Aurélie Muller (born 7 June 1990) is a French swimmer, who specializes in long-distance freestyle events and open water marathon. She won the 10-kilometer competition at the 2015 world championship in Kazan, Russia and at the 2017 world championship in Budapest, Hungary.

==Junior career==
In 2006, Muller claimed two freestyle titles (400 and 1500 m) under a junior division at the European Championships in Palma de Mallorca, Spain, and at the FINA World Championships in Rio de Janeiro, Brazil, with respective times of 4:15.72 and 16:35.32.

==Senior career==
Muller qualified for the 2008 Summer Olympics in Beijing, after placing ninth from the FINA World Open Water Swimming Championships in Seville, Spain. Muller swam in the first ever women's 10 km open water marathon, against a field of 24 other competitors. Muller finished the race in twenty-first place with a total time of 2:02:04.1, approximately two minutes behind winner Larisa Ilchenko of Russia.

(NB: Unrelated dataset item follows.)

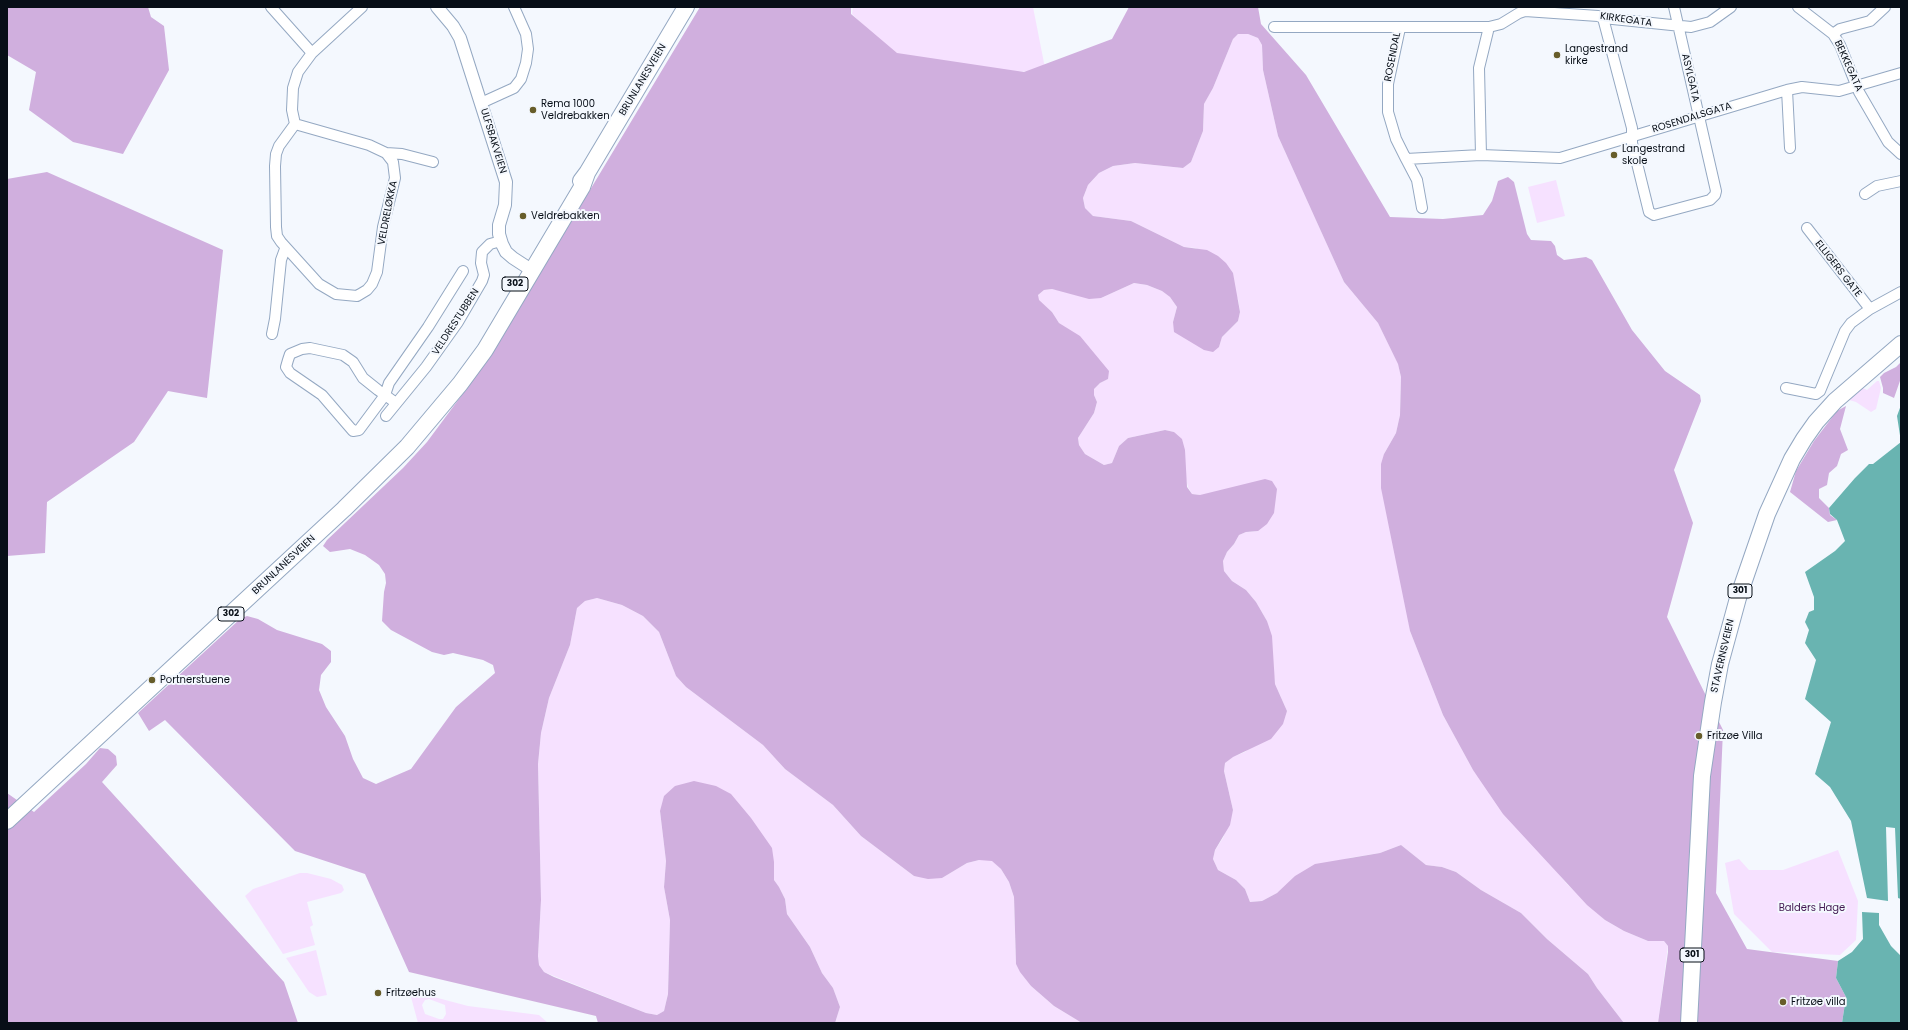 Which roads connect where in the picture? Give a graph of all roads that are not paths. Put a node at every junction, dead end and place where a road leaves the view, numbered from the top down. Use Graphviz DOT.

At the 2011 FINA World Championships in Shanghai, China, Muller edged out U.S. swimmer Ashley Twichell to clinch a silver medal by a single tenth margin (0.1) in the women's 5 km marathon with a time of 1:00:40.1.

Muller also sought to qualify for the 2012 Summer Olympics in London, but missed an A-standard cut (8:33.84) in the 800 m freestyle from the national trials in Dunkirk by nearly twelve seconds, clocking at 8:45.55.

In 2015, after a switch from Sarreguemines to the Narbonne Swim Club, she becomes world champion in the 10-kilometer competition, the only olympic event, in Kazan and qualifies for the Rio 2016 Olympics.

Muller was voted 2015 European Open water swimmer of the year by European swimming federation LEN.

In the Rio 2016 Olympic 10 km race she finished in second place, but was disqualified for grappling and obstructing Italian Rachele Bruni on the finish line, handing the bronze medal to a Brazilian swimmer, competing at home.